Plenty of daylight remained while the brothers were cruising down the secondary road. So when a gigantic whitetail, its rack in velvet, stood up less than 40 yards from the road, they saw all its glory. Jed braked hard, threw the shifter in park, and grabbed his video camera.
“I filmed the deer for several minutes,” he beamed. “I grew more excited with every passing second. It was awesome to see a possible 200-plus-inch buck, and even more so because I was able to get footage of it.”
Jed and Magnus never figured they’d be able to hunt the buck. They’d driven pretty far from their farm, and neither knew who owned the property where the buck was standing.
“I drove out there several more times the next two weeks, just to look for it again,” Jed said. “During those trips, I glassed at least five deer that would’ve easily grossed at least 160. That’s when my curiosity and anxiety finally got the better of me, and I began searching out the landowner.”
Jed asked around and learned the names of a couple of property owners in the vicinity. He knew one of the men, but he wasn’t sure which piece of ground was his.
One day in early September, Jed awoke with the roosters and decided to go dove hunting. He called his father to see if he wanted to join him. He agreed to tag along, even though his ribs were too sore for him to hunt.
“I stopped at the gas station to grab a bite to eat on the way to Dad’s,” Jed said. “Dad wanted to go to the station, too, so I had to head back there first.”
Jed was acutely aware that every minute spent in the truck or store was one not spent waiting on doves to fly overhead.
“But then an amazing thing happened,” he said. “Standing in the checkout line in front of my dad was the man who owned the land where I’d seen the giant buck, and Dad struck up a conversation with him.”
When he could get a word in, Jed told the guy he was interested in hunting his farm, and they took the conversation outside.
“I asked what my chances were of getting permission to hunt his farm,” Jed said. “He didn’t even hesitate before saying I could. He even offered to take me out there to show me the boundaries.”
They met there the following Saturday.
“As we drove around the farm, I tried to take it all in while noting the best spots for deer stands,” he said.
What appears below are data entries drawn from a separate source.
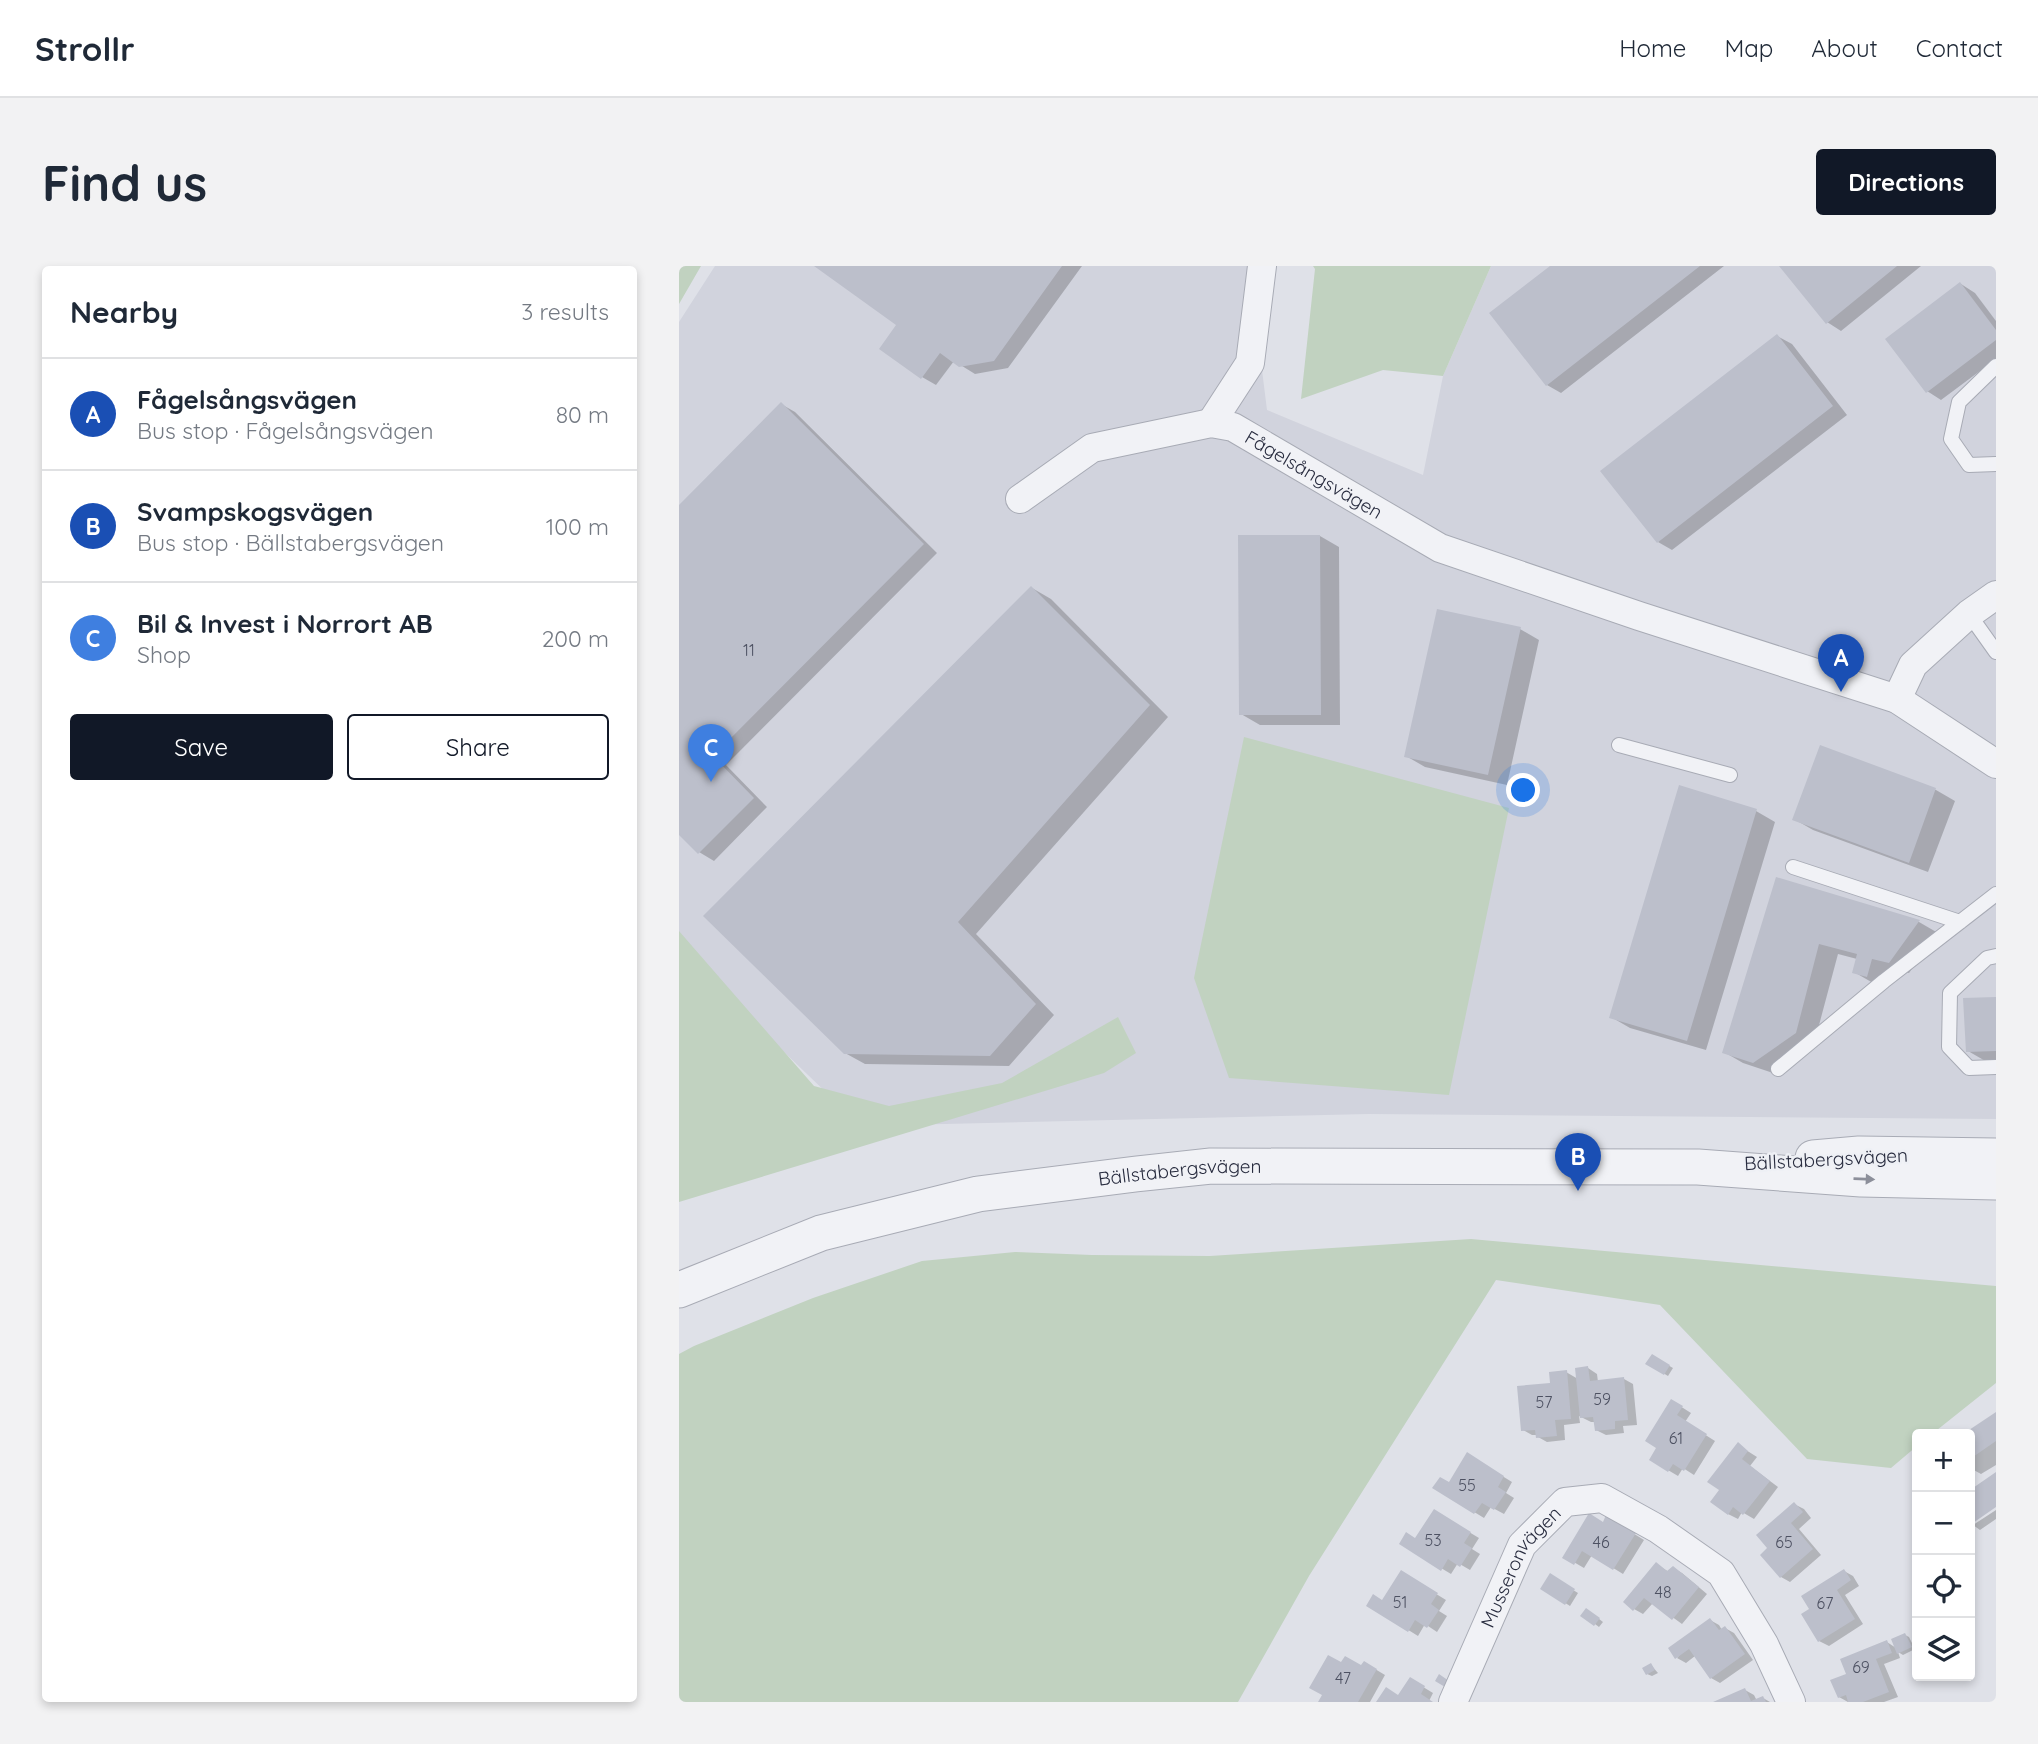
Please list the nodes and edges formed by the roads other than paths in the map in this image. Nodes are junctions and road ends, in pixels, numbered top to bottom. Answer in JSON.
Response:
{"nodes":[{"id":1,"x":1262,"y":266,"type":"edge"},
{"id":2,"x":1996,"y":366,"type":"edge"},
{"id":3,"x":1211,"y":423,"type":"junction"},
{"id":4,"x":1996,"y":464,"type":"edge"},
{"id":5,"x":1020,"y":499,"type":"dead end"},
{"id":6,"x":1996,"y":595,"type":"edge"},
{"id":7,"x":1969,"y":614,"type":"junction"},
{"id":8,"x":1996,"y":652,"type":"edge"},
{"id":9,"x":1897,"y":699,"type":"junction"},
{"id":10,"x":1619,"y":746,"type":"dead end"},
{"id":11,"x":1996,"y":764,"type":"edge"},
{"id":12,"x":1730,"y":775,"type":"dead end"},
{"id":13,"x":1793,"y":867,"type":"dead end"},
{"id":14,"x":1996,"y":894,"type":"edge"},
{"id":15,"x":1960,"y":922,"type":"junction"},
{"id":16,"x":1996,"y":956,"type":"edge"},
{"id":17,"x":1996,"y":1067,"type":"edge"},
{"id":18,"x":1778,"y":1069,"type":"dead end"},
{"id":19,"x":1996,"y":1156,"type":"edge"},
{"id":20,"x":1698,"y":1167,"type":"junction"},
{"id":21,"x":1996,"y":1182,"type":"edge"},
{"id":22,"x":679,"y":1290,"type":"edge"},
{"id":23,"x":1453,"y":1702,"type":"edge"},
{"id":24,"x":1791,"y":1702,"type":"edge"}],
"edges":[{"from":1,"to":3,"type":"street"},
{"from":2,"to":4,"type":"lane"},
{"from":3,"to":5,"type":"street","name":"Fågelsångsvägen"},
{"from":3,"to":9,"type":"street","name":"Fågelsångsvägen"},
{"from":6,"to":7,"type":"street"},
{"from":7,"to":8,"type":"lane"},
{"from":7,"to":9,"type":"street"},
{"from":9,"to":11,"type":"street","name":"Fågelsångsvägen"},
{"from":10,"to":12,"type":"lane"},
{"from":13,"to":15,"type":"lane"},
{"from":14,"to":15,"type":"lane"},
{"from":15,"to":18,"type":"lane"},
{"from":16,"to":17,"type":"lane"},
{"from":19,"to":20,"type":"street","name":"Bällstabergsvägen"},
{"from":20,"to":21,"type":"street","name":"Bällstabergsvägen","one_way":true},
{"from":20,"to":22,"type":"street","name":"Bällstabergsvägen"},
{"from":23,"to":24,"type":"street","name":"Musseronvägen"}]}
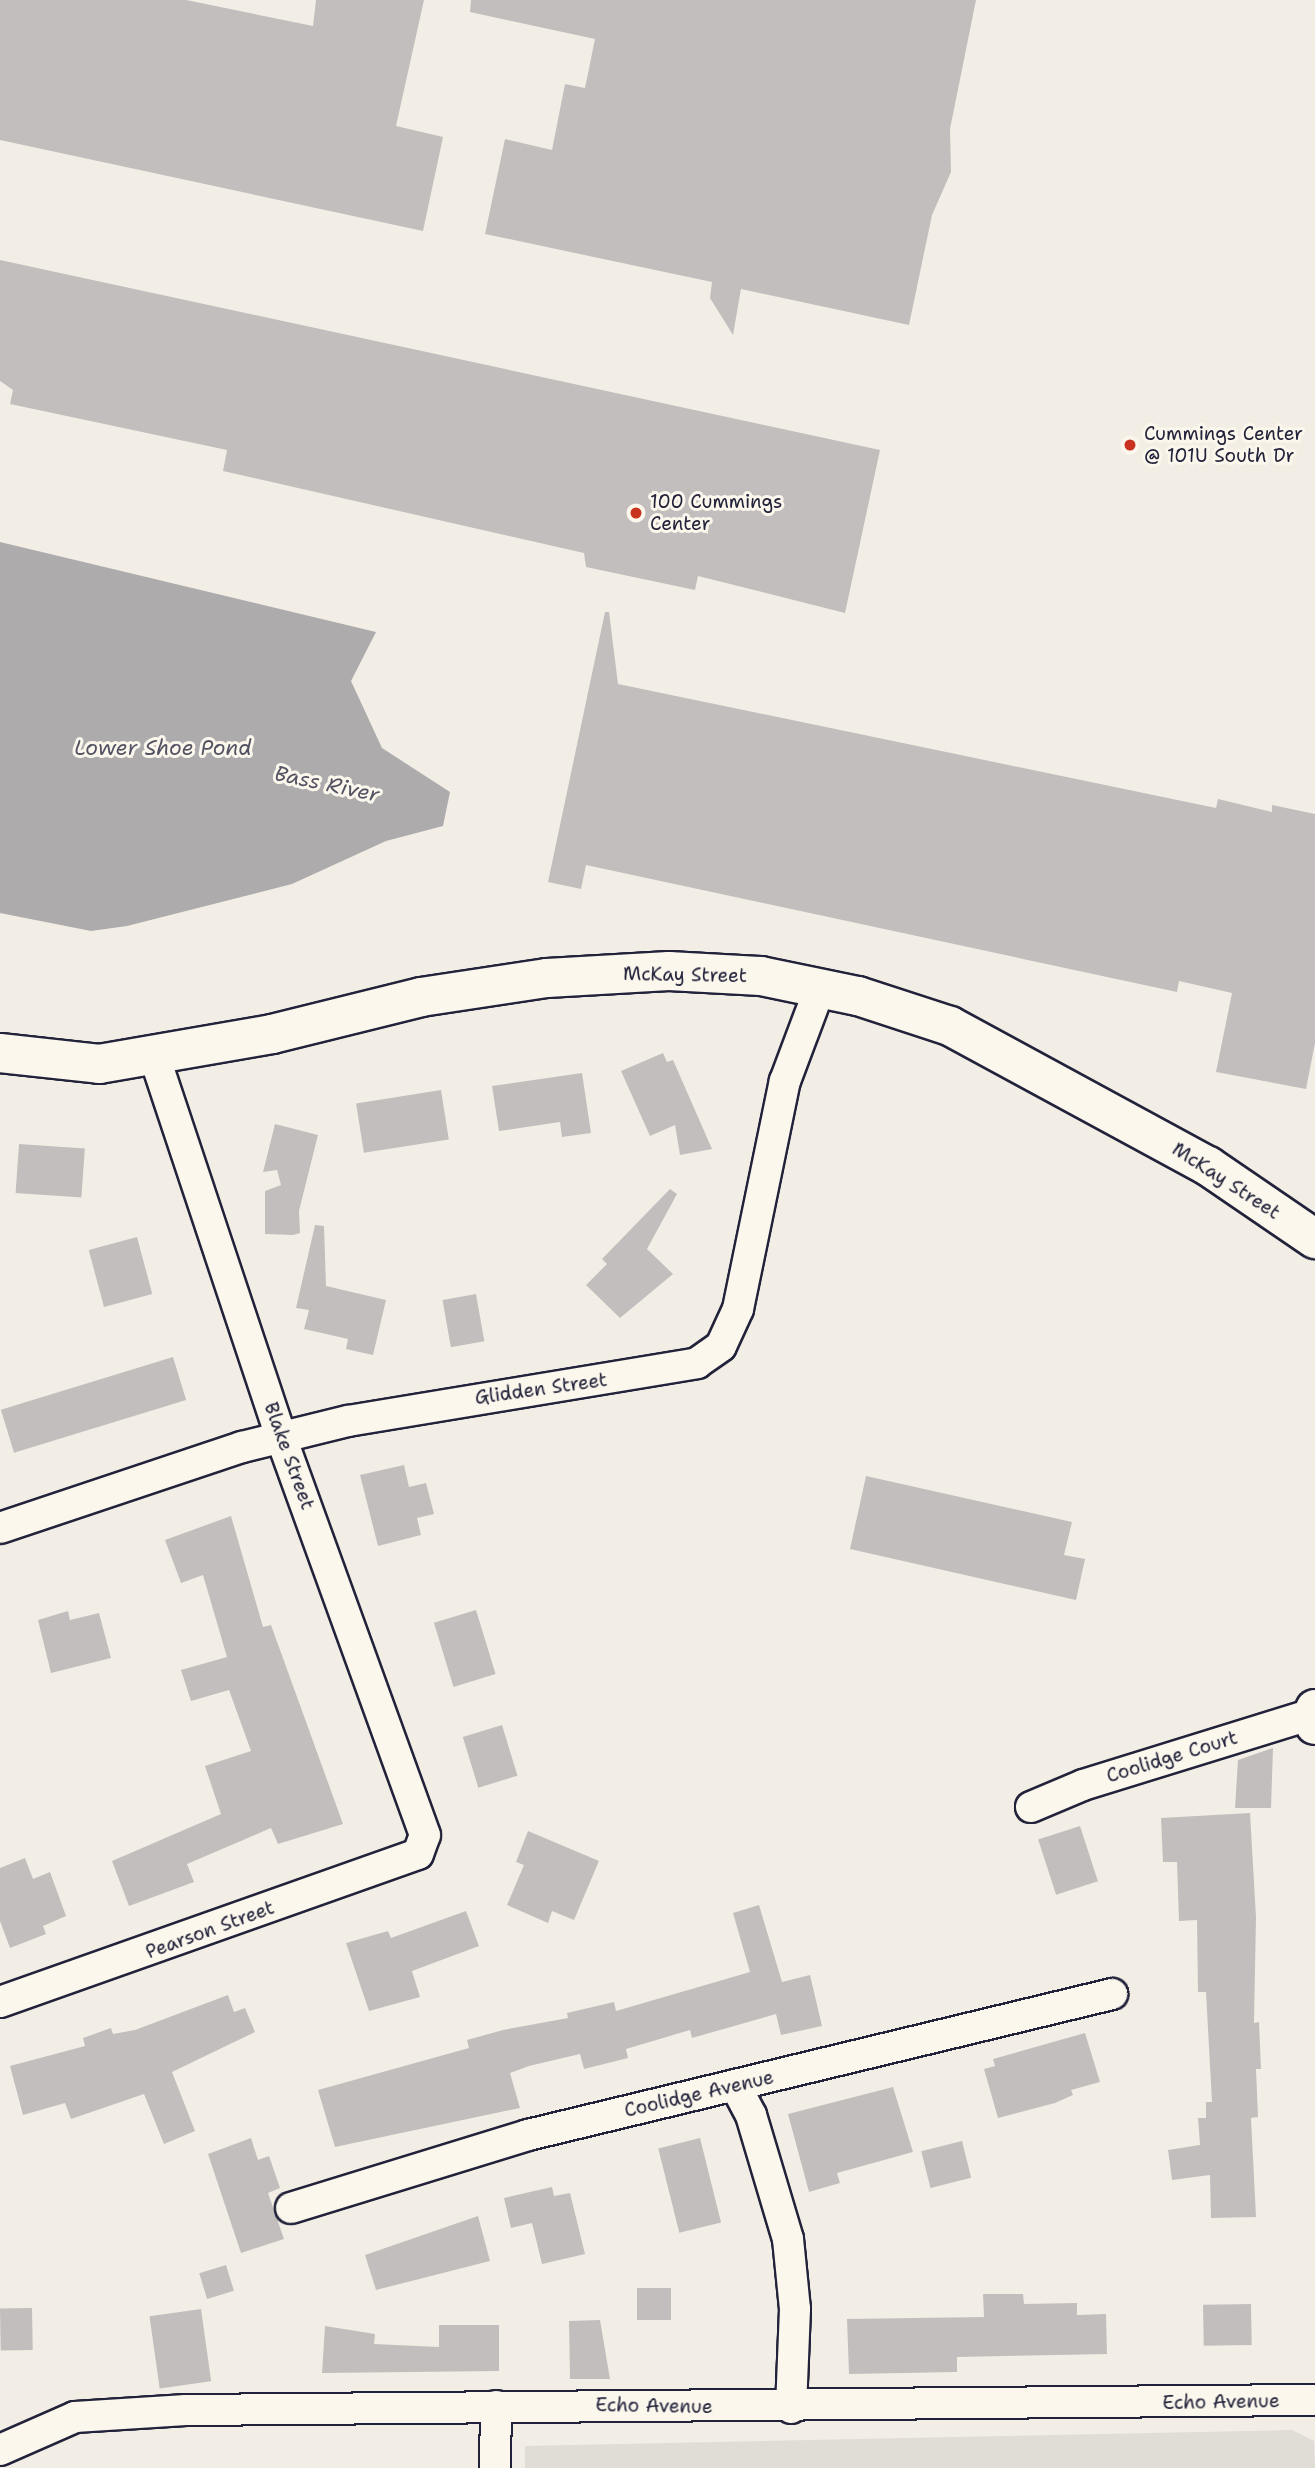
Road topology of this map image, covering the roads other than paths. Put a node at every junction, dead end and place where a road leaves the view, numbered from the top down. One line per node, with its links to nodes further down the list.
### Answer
1 (820, 988): 3 (main road, McKay Street); 4 (main road, McKay Street); 5 (street, Glidden Street)
2 (0, 1053): 3 (main road, McKay Street)
3 (154, 1055): 5 (street, Blake Street)
4 (1315, 1239)
5 (281, 1437): 6 (street, Glidden Street); 10 (street, Blake Street)
6 (0, 1528)
7 (1315, 1711): 8 (main road); 9 (street, Coolidge Court)
8 (1315, 1725)
9 (1031, 1807)
10 (418, 1854): 12 (street, Pearson Street)
11 (1112, 1994): 13 (street, Coolidge Avenue)
12 (0, 2003)
13 (735, 2085): 14 (street, Coolidge Avenue); 17 (street)
14 (291, 2208)
15 (1315, 2400): 17 (street, Echo Avenue)
16 (496, 2406): 17 (street, Echo Avenue); 18 (street, Echo Avenue); 19 (street)
17 (790, 2408)
18 (0, 2450)
19 (495, 2468)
There were wheat, corn and milo fields, and a mile-long strip of timber along the backside. The woods were 300 yards wide in places.
“That timber was undoubtedly where the deer would run if disturbed and where they would bed after the crops were cut,” Jed said. “I began to think I might actually have a chance to harvest that buck.”
Jed shared the news with his cousin, Jesse Dunlap, who agreed to accompany him with a video camera.
Their first trip was on a Monday. Jed borrowed a T/C muzzleloader, Jesse carried the camera, and they sat in the milo next to a wheat field.
Late that evening, they found themselves staring directly into the setting sun. Too much light is not a good thing. They saw a few deer, but not the big one.
Jed had to work on Tuesday.
“I was expecting to be in the shop from noon to 8 p.m.,” he said. “My last appointment was supposed to be a four-hour tattoo, so I didn’t anticipate any hunting that day.
“However, when the man arrived for that last job, he’d decided on a much smaller tattoo, one that would take only an hour. So I called Jesse with a change of plans,” he grinned.
His day done, Jed drove the 40 miles back home from Hays, changed into his hunting clothes, loaded up his gear, and went to collect Jesse. They set up just as they had the previous day, only 40 yards farther south.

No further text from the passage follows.